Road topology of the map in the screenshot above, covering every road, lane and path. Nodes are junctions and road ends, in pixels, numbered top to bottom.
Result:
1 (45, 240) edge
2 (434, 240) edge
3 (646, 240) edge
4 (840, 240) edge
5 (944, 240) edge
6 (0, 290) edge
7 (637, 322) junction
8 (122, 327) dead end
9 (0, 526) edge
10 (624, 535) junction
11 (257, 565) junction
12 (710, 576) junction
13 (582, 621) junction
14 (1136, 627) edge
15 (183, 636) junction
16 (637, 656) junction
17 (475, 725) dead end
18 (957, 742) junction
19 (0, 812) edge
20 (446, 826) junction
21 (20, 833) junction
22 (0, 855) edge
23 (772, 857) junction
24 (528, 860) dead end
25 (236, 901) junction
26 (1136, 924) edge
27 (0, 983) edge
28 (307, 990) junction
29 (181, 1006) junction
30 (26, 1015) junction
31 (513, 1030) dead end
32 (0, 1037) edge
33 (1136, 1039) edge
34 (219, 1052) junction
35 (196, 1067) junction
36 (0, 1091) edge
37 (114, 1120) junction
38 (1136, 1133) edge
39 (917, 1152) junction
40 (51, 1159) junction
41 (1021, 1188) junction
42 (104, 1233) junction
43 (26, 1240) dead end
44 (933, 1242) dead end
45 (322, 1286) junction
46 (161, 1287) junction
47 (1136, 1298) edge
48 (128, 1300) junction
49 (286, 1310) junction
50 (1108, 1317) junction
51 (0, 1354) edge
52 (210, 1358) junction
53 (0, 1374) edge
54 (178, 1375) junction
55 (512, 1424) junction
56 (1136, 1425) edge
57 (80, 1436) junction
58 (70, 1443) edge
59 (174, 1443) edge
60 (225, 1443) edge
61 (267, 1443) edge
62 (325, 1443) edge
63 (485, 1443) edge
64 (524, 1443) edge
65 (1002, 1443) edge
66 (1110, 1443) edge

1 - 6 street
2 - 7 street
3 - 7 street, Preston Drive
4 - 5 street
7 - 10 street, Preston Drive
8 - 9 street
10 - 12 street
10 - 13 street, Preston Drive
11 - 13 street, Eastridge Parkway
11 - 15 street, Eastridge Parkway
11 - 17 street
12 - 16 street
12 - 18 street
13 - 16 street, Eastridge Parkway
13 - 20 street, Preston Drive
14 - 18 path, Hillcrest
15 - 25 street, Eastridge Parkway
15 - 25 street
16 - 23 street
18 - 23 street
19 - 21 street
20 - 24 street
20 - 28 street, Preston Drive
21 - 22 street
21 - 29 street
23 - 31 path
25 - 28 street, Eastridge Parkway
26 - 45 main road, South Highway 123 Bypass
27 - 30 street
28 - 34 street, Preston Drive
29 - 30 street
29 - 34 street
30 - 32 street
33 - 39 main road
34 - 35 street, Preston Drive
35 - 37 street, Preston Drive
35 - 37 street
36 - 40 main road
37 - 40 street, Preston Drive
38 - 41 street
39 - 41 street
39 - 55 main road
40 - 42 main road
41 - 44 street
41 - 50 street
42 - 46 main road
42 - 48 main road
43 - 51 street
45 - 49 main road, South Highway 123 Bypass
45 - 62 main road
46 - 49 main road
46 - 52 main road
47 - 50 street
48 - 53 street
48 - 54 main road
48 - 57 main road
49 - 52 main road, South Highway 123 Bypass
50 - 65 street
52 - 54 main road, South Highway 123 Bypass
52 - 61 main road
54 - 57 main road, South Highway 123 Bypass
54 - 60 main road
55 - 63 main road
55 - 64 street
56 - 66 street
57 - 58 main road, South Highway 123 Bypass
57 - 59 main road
---*---
- _Work to complete_
Lines from the entries that contain the word "Drive" are what the answer must hold.

- _Completed exercise_
3 - 7 street, Preston Drive
7 - 10 street, Preston Drive
10 - 13 street, Preston Drive
13 - 20 street, Preston Drive
20 - 28 street, Preston Drive
28 - 34 street, Preston Drive
34 - 35 street, Preston Drive
35 - 37 street, Preston Drive
37 - 40 street, Preston Drive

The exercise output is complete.